◆ Problem details ◆
Your answer should be the complete data, copied exactly.

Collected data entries
........
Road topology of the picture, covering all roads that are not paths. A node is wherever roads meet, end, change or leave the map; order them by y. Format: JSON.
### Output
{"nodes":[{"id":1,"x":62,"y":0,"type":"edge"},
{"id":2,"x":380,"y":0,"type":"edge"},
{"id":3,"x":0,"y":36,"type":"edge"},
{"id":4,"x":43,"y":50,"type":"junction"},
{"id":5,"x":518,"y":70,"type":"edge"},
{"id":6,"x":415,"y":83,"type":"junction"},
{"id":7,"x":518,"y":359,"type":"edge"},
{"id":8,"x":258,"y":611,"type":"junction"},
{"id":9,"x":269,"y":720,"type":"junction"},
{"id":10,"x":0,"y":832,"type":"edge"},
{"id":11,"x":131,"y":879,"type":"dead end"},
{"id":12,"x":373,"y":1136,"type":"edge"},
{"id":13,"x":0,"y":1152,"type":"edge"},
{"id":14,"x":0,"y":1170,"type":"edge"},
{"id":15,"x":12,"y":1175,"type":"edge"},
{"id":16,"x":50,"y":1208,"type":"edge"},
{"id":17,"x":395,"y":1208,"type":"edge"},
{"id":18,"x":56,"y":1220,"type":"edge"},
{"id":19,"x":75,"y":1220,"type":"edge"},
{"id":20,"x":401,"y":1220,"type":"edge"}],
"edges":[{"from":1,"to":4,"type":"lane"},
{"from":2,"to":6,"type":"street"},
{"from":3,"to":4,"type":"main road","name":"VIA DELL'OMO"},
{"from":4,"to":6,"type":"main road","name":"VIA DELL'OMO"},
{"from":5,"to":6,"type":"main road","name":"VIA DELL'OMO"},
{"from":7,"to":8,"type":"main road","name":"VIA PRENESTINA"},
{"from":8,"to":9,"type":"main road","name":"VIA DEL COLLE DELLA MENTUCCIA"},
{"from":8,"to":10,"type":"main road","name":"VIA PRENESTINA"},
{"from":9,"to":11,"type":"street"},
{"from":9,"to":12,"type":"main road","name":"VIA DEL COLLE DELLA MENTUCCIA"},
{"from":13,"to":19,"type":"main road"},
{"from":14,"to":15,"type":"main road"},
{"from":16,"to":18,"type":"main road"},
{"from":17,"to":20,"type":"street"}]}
........
◆ Response area ◆
Road topology of the picture, covering all roads that are not paths. A node is wherever roads meet, end, change or leave the map; order them by y. Format: JSON.
### Output
{"nodes":[{"id":1,"x":62,"y":0,"type":"edge"},
{"id":2,"x":380,"y":0,"type":"edge"},
{"id":3,"x":0,"y":36,"type":"edge"},
{"id":4,"x":43,"y":50,"type":"junction"},
{"id":5,"x":518,"y":70,"type":"edge"},
{"id":6,"x":415,"y":83,"type":"junction"},
{"id":7,"x":518,"y":359,"type":"edge"},
{"id":8,"x":258,"y":611,"type":"junction"},
{"id":9,"x":269,"y":720,"type":"junction"},
{"id":10,"x":0,"y":832,"type":"edge"},
{"id":11,"x":131,"y":879,"type":"dead end"},
{"id":12,"x":373,"y":1136,"type":"edge"},
{"id":13,"x":0,"y":1152,"type":"edge"},
{"id":14,"x":0,"y":1170,"type":"edge"},
{"id":15,"x":12,"y":1175,"type":"edge"},
{"id":16,"x":50,"y":1208,"type":"edge"},
{"id":17,"x":395,"y":1208,"type":"edge"},
{"id":18,"x":56,"y":1220,"type":"edge"},
{"id":19,"x":75,"y":1220,"type":"edge"},
{"id":20,"x":401,"y":1220,"type":"edge"}],
"edges":[{"from":1,"to":4,"type":"lane"},
{"from":2,"to":6,"type":"street"},
{"from":3,"to":4,"type":"main road","name":"VIA DELL'OMO"},
{"from":4,"to":6,"type":"main road","name":"VIA DELL'OMO"},
{"from":5,"to":6,"type":"main road","name":"VIA DELL'OMO"},
{"from":7,"to":8,"type":"main road","name":"VIA PRENESTINA"},
{"from":8,"to":9,"type":"main road","name":"VIA DEL COLLE DELLA MENTUCCIA"},
{"from":8,"to":10,"type":"main road","name":"VIA PRENESTINA"},
{"from":9,"to":11,"type":"street"},
{"from":9,"to":12,"type":"main road","name":"VIA DEL COLLE DELLA MENTUCCIA"},
{"from":13,"to":19,"type":"main road"},
{"from":14,"to":15,"type":"main road"},
{"from":16,"to":18,"type":"main road"},
{"from":17,"to":20,"type":"street"}]}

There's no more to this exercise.